'''

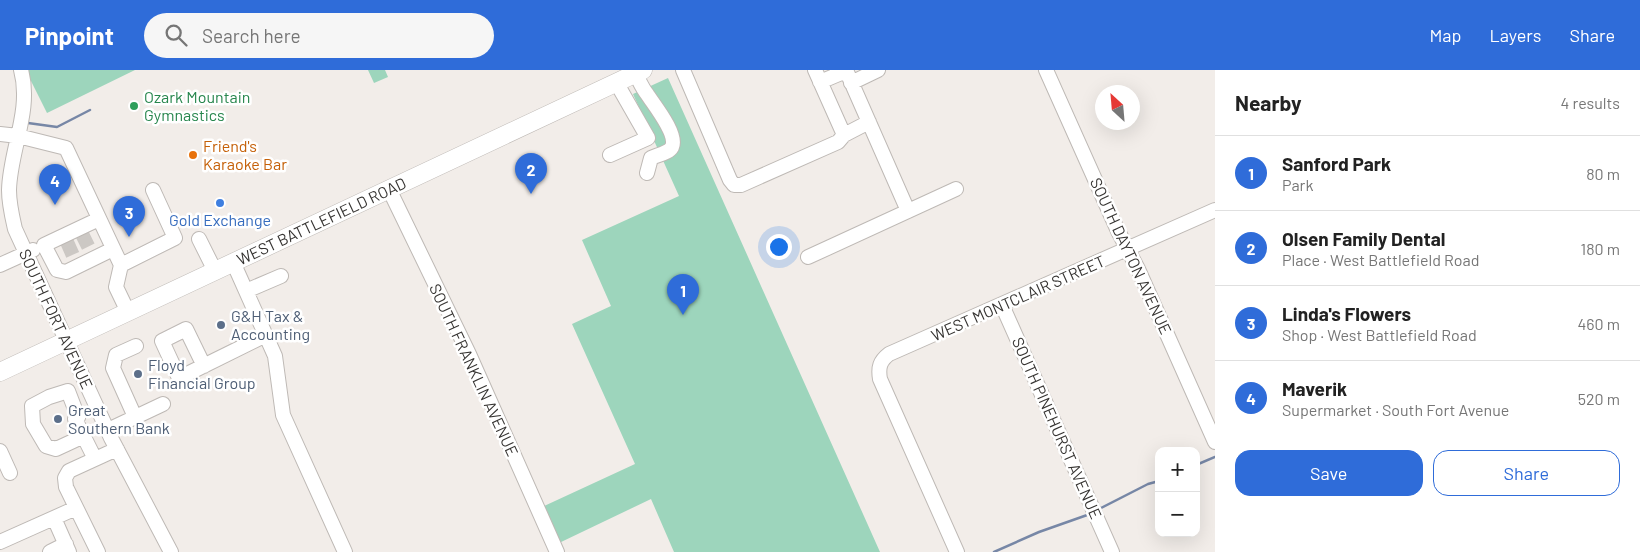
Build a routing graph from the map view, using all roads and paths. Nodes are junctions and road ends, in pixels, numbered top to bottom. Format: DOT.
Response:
graph roads {
  1 [pos="21,70"];
  2 [pos="683,70"];
  3 [pos="878,70"];
  4 [pos="1046,70"];
  5 [pos="639,72"];
  6 [pos="848,74"];
  7 [pos="818,76"];
  8 [pos="616,82"];
  9 [pos="869,122"];
  10 [pos="0,134"];
  11 [pos="844,135"];
  12 [pos="18,136"];
  13 [pos="610,155"];
  14 [pos="647,173"];
  15 [pos="956,188"];
  16 [pos="389,189"];
  17 [pos="153,190"];
  18 [pos="1215,210"];
  19 [pos="908,211"];
  20 [pos="99,219"];
  21 [pos="176,238"];
  22 [pos="44,245"];
  23 [pos="113,249"];
  24 [pos="1128,250"];
  25 [pos="26,254"];
  26 [pos="808,257"];
  27 [pos="233,262"];
  28 [pos="0,265"];
  29 [pos="121,265"];
  30 [pos="215,271"];
  31 [pos="281,276"];
  32 [pos="246,291"];
  33 [pos="1002,304"];
  34 [pos="128,312"];
  35 [pos="266,336"];
  36 [pos="67,341"];
  37 [pos="136,346"];
  38 [pos="204,366"];
  39 [pos="0,372"];
  40 [pos="163,404"];
  41 [pos="135,417"];
  42 [pos="108,430"];
  43 [pos="84,436"];
  44 [pos="1215,442"];
  45 [pos="117,449"];
  46 [pos="0,451"];
  47 [pos="95,460"];
  48 [pos="10,473"];
  49 [pos="76,508"];
  50 [pos="54,518"];
  51 [pos="0,542"];
  52 [pos="68,548"];
  53 [pos="50,552"];
  54 [pos="98,552"];
  55 [pos="171,552"];
  56 [pos="344,552"];
  57 [pos="557,552"];
  58 [pos="957,552"];
  59 [pos="1112,552"];
  1 -- 12 [label="street, SOUTH FORT AVENUE"];
  2 -- 11 [label="street"];
  3 -- 6 [label="street"];
  4 -- 24 [label="street, SOUTH DAYTON AVENUE"];
  5 -- 8 [label="main road, WEST BATTLEFIELD ROAD"];
  5 -- 14 [label="street"];
  6 -- 7 [label="street"];
  6 -- 9 [label="street"];
  7 -- 11 [label="street"];
  8 -- 13 [label="street"];
  8 -- 16 [label="main road, WEST BATTLEFIELD ROAD"];
  9 -- 11 [label="street"];
  9 -- 19 [label="street"];
  10 -- 12 [label="street"];
  12 -- 20 [label="street"];
  12 -- 25 [label="street, SOUTH FORT AVENUE"];
  15 -- 19 [label="street"];
  16 -- 27 [label="main road, WEST BATTLEFIELD ROAD"];
  16 -- 57 [label="street, SOUTH FRANKLIN AVENUE"];
  17 -- 21 [label="street"];
  18 -- 24 [label="street, WEST MONTCLAIR STREET"];
  19 -- 26 [label="street"];
  20 -- 22 [label="street"];
  20 -- 23 [label="street"];
  21 -- 29 [label="street"];
  21 -- 30 [label="street"];
  22 -- 23 [label="street"];
  22 -- 25 [label="street"];
  23 -- 29 [label="street"];
  24 -- 33 [label="street, WEST MONTCLAIR STREET"];
  24 -- 44 [label="street, SOUTH DAYTON AVENUE"];
  25 -- 28 [label="street"];
  25 -- 36 [label="street, SOUTH FORT AVENUE"];
  27 -- 30 [label="main road, WEST BATTLEFIELD ROAD"];
  27 -- 32 [label="street"];
  29 -- 34 [label="street"];
  30 -- 34 [label="main road, WEST BATTLEFIELD ROAD"];
  31 -- 32 [label="street"];
  32 -- 35 [label="street"];
  33 -- 58 [label="street, WEST MONTCLAIR STREET"];
  33 -- 59 [label="street, SOUTH PINEHURST AVENUE"];
  34 -- 36 [label="main road, WEST BATTLEFIELD ROAD"];
  35 -- 38 [label="street"];
  35 -- 56 [label="street"];
  36 -- 39 [label="main road, WEST BATTLEFIELD ROAD"];
  36 -- 42 [label="street, SOUTH FORT AVENUE"];
  37 -- 41 [label="street"];
  40 -- 41 [label="street"];
  41 -- 42 [label="street"];
  42 -- 45 [label="street, SOUTH FORT AVENUE"];
  43 -- 43 [label="street"];
  43 -- 47 [label="street"];
  45 -- 47 [label="street"];
  45 -- 55 [label="street, SOUTH FORT AVENUE"];
  46 -- 48 [label="street"];
  47 -- 49 [label="street"];
  49 -- 50 [label="street"];
  49 -- 54 [label="street"];
  50 -- 51 [label="street"];
  50 -- 52 [label="street"];
  52 -- 53 [label="street"];
}
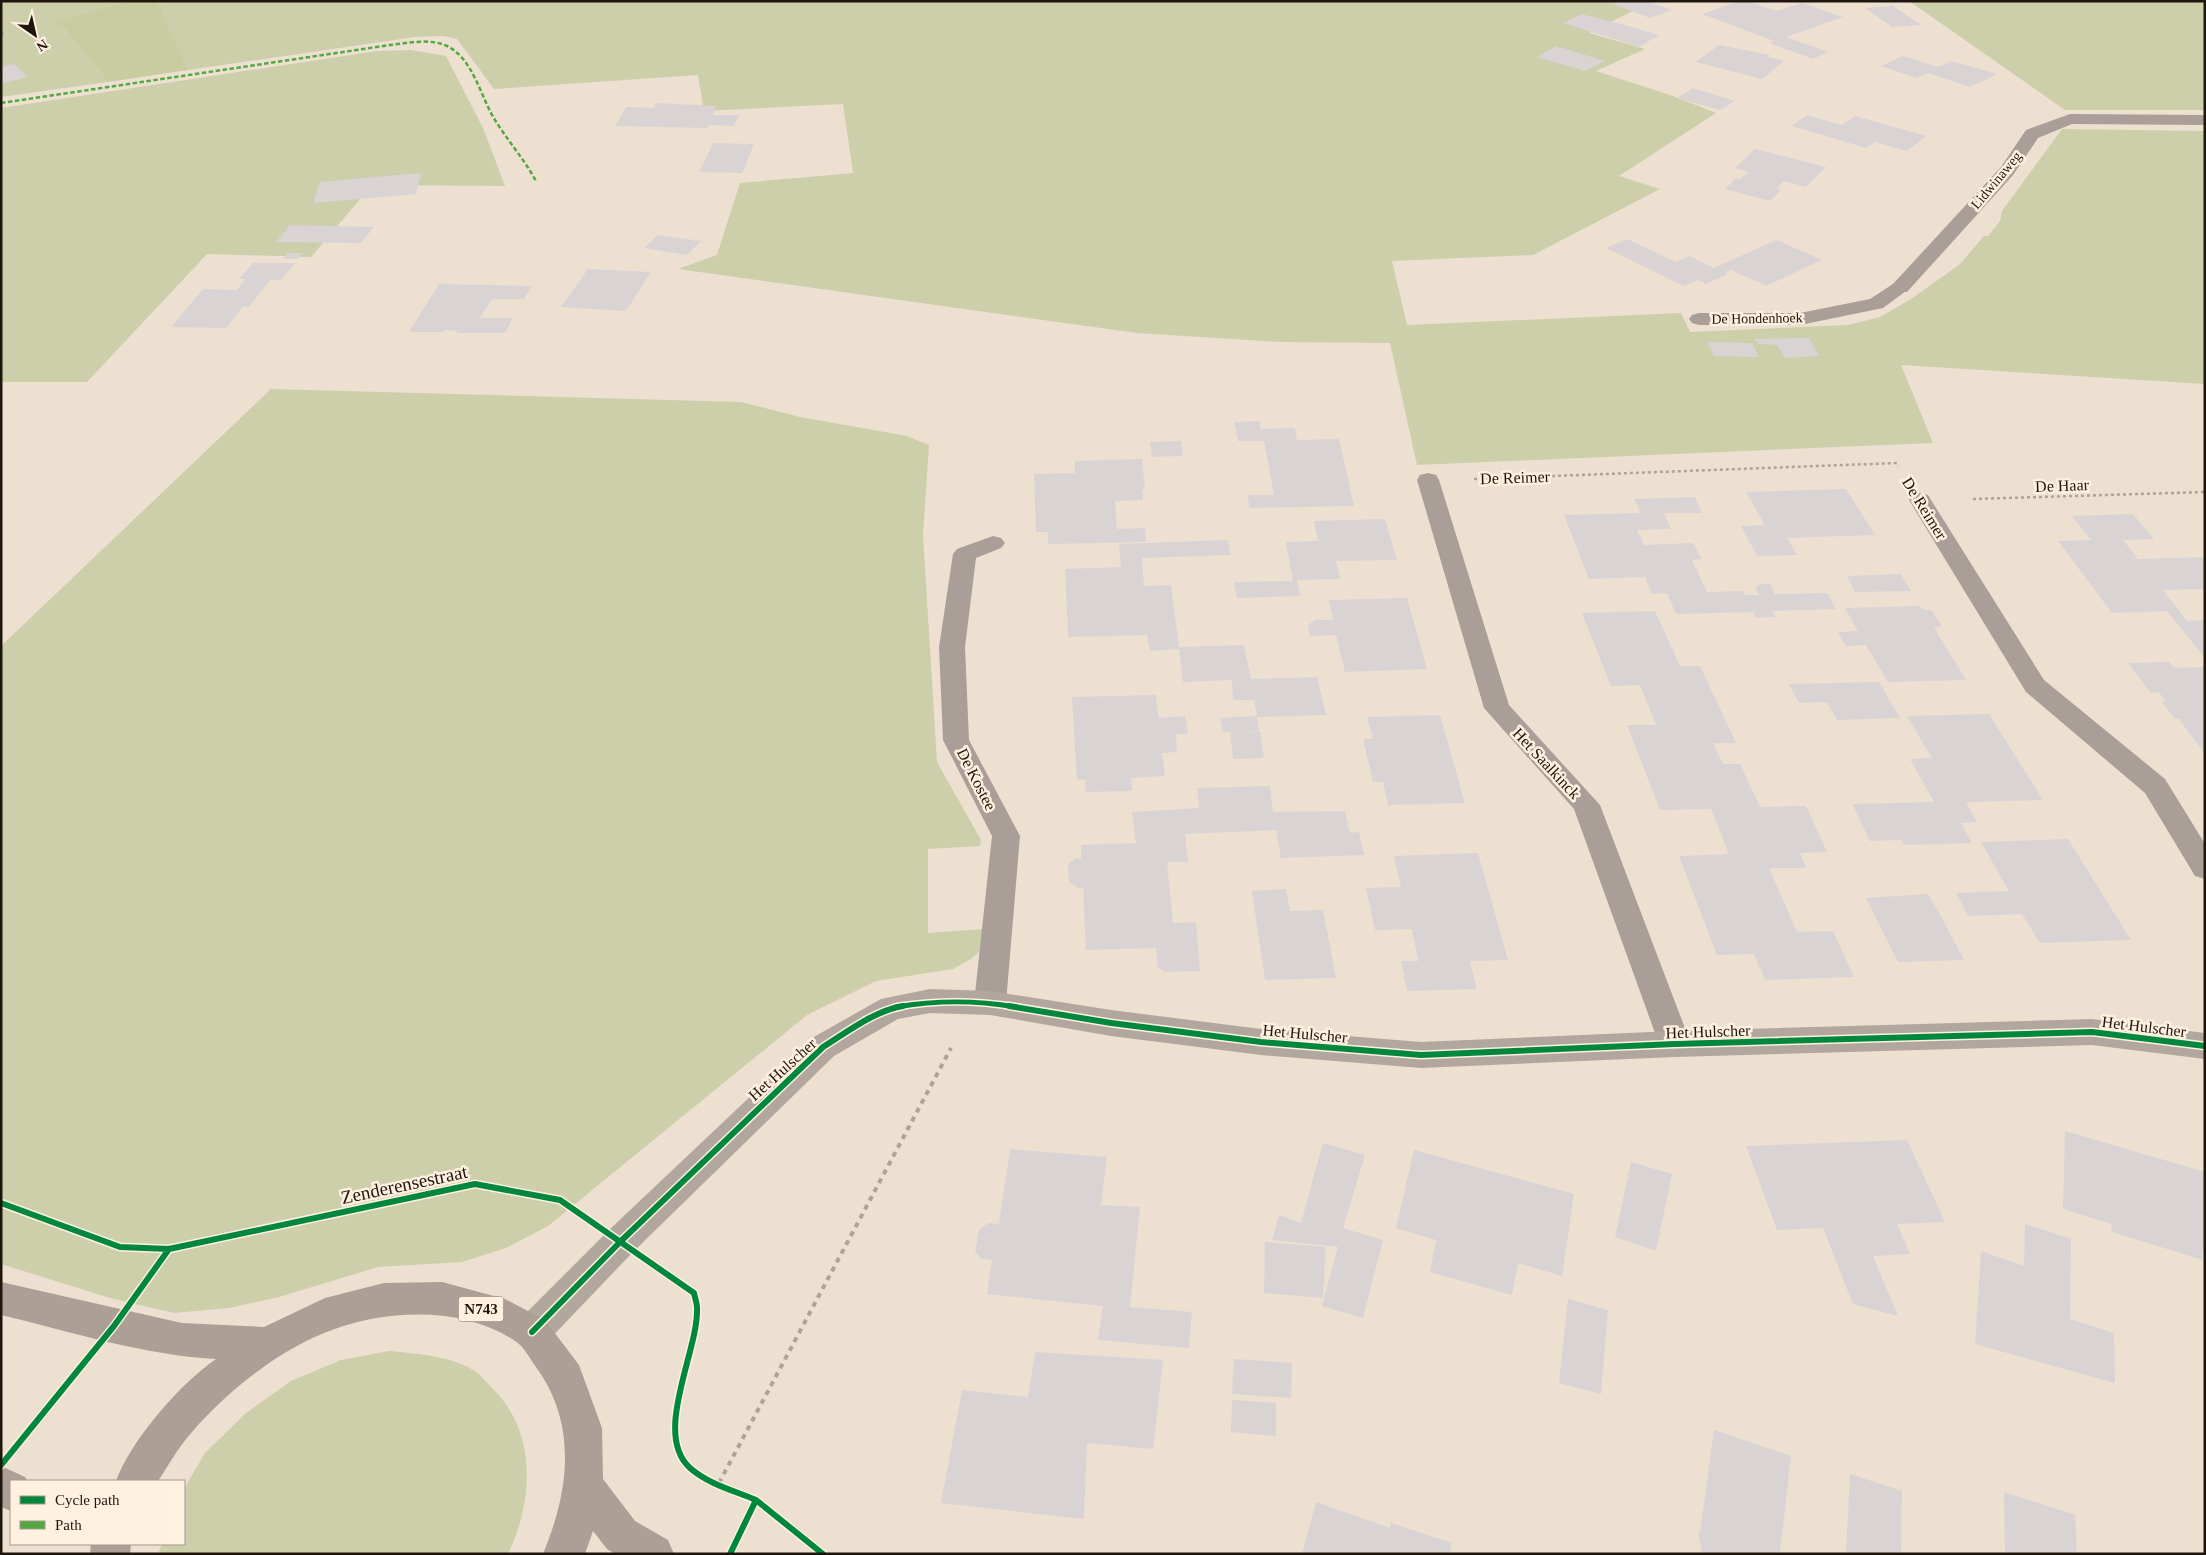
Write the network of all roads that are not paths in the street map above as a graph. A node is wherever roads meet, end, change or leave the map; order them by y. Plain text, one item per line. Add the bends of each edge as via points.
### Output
1 (2205, 120) edge
2 (1900, 288) joint
3 (1699, 319) dead end
4 (1428, 480) road end
5 (1920, 500) road end
6 (993, 543) dead end
7 (2205, 868) edge
8 (982, 1003) junction
9 (1675, 1044) junction
10 (2205, 1046) edge
11 (1, 1298) edge
12 (532, 1332) junction
13 (267, 1344) junction
14 (137, 1480) edge
15 (584, 1486) junction
16 (564, 1554) edge
17 (654, 1554) edge

1 - 2 street, Lidwinaweg via 2070,119 2032,134 2008,171
2 - 3 street, De Hondenhoek via 1876,304 1800,319
4 - 9 street, Het Saalkinck via 1497,708 1586,805
5 - 7 street, De Reimer via 2035,686 2155,786
6 - 8 street, De Kostee via 965,554 952,647 956,740 1006,836
8 - 9 street, Het Hulscher via 1261,1042 1421,1056
8 - 12 street, Het Hulscher via 930,1001 892,1008 823,1047 628,1234
9 - 10 street, Het Hulscher via 2092,1032
11 - 13 main road, N743 via 182,1340
12 - 13 main road, N743 via 492,1312 442,1299 384,1300 325,1315
12 - 15 main road, N743 via 566,1378 583,1428
13 - 14 main road, N743 via 214,1382 169,1430
15 - 16 main road, N743
15 - 17 main road via 621,1535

'''

Scan the listing above. Collect all lines with the word "MONTCLAIR".

> **ANSWER SPACE**:
  18 -- 24 [label="street, WEST MONTCLAIR STREET"];
  24 -- 33 [label="street, WEST MONTCLAIR STREET"];
  33 -- 58 [label="street, WEST MONTCLAIR STREET"];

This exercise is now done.